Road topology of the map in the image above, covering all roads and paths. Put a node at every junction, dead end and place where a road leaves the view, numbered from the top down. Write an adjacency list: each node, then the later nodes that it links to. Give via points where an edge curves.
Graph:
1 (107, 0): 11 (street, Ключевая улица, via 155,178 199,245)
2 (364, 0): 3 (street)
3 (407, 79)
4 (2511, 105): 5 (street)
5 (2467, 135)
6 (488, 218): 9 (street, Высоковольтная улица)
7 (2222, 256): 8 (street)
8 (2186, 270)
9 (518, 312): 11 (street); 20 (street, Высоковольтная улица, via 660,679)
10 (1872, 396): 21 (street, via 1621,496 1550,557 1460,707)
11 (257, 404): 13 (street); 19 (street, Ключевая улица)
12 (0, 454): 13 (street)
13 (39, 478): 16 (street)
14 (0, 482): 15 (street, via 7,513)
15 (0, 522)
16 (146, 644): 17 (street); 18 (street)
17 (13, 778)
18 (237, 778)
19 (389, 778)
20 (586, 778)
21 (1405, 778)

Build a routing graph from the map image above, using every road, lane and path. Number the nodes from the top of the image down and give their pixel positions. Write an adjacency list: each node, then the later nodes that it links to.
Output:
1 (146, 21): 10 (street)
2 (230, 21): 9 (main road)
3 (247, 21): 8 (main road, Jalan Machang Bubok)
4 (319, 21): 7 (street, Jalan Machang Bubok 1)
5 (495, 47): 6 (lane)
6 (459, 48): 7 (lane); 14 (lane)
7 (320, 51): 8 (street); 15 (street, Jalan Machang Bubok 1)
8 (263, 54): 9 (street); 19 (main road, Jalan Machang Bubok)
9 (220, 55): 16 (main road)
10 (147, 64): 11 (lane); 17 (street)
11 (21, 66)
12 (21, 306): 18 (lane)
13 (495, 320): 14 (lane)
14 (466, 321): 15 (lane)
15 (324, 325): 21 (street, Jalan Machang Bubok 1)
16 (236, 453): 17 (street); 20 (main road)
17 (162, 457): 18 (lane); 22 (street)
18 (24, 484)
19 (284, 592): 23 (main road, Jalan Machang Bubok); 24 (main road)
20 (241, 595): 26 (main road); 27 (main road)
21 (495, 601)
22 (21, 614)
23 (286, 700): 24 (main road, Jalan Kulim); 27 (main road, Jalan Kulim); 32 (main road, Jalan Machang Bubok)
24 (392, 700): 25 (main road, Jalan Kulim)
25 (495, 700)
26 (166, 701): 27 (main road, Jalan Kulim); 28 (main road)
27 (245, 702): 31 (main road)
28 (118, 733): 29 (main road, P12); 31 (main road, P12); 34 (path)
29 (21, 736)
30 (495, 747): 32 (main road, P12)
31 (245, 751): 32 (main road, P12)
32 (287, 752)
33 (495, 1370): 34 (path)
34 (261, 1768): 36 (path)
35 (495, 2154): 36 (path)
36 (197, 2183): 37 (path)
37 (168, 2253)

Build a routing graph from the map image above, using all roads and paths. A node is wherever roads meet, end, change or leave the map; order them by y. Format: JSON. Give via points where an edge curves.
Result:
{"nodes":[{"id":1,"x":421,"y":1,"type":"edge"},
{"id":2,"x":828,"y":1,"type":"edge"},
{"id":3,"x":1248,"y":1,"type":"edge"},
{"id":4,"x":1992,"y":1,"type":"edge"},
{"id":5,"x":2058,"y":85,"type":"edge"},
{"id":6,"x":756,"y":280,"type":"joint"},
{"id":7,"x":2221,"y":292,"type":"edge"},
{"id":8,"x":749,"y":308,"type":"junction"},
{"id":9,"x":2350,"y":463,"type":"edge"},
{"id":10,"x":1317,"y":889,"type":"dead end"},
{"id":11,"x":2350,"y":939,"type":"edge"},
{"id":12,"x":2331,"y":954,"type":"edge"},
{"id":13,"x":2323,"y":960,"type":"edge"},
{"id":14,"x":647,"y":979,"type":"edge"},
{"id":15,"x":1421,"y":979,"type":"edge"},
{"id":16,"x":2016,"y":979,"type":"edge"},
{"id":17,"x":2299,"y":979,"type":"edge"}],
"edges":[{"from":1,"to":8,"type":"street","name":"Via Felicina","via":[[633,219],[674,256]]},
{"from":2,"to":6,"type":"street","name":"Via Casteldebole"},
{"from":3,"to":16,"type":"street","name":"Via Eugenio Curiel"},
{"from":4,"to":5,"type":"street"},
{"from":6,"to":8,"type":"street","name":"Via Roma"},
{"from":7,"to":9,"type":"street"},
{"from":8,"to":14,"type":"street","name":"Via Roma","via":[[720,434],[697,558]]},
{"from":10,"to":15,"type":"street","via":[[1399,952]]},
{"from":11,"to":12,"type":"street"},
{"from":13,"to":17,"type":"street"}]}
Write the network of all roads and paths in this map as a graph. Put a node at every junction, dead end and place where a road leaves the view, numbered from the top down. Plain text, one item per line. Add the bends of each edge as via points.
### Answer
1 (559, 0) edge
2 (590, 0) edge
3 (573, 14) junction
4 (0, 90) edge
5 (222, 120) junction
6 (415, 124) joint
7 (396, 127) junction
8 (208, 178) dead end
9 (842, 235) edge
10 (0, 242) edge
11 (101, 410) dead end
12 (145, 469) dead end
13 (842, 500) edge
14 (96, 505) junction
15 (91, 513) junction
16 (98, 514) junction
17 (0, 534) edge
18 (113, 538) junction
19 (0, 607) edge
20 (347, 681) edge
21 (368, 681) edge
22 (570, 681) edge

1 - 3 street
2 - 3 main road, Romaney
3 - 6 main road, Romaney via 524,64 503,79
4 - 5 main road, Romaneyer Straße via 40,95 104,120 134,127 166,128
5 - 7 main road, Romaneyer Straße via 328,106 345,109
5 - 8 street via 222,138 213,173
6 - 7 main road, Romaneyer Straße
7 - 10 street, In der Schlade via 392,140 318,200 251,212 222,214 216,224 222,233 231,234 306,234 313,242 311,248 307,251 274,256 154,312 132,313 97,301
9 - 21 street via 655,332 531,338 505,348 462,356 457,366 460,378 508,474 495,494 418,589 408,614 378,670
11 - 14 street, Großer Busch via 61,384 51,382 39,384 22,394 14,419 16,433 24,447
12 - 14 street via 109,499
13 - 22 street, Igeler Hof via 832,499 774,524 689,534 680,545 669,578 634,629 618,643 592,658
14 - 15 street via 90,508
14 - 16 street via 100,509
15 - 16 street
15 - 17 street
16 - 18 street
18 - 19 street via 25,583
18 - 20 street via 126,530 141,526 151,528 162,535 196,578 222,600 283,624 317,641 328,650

★ ★ ★ ★

ASSIGNMENT:
Your answer should consist of every line from the entries that holds "routing".

SOLUTION FOR THIS EXERCISE:
Build a routing graph from the map image above, using every road, lane and path. Number the nodes from the top of the image down and give their pixel positions. Write an adjacency list: each node, then the later nodes that it links to.
Build a routing graph from the map image above, using all roads and paths. A node is wherever roads meet, end, change or leave the map; order them by y. Format: JSON. Give via points where an edge curves.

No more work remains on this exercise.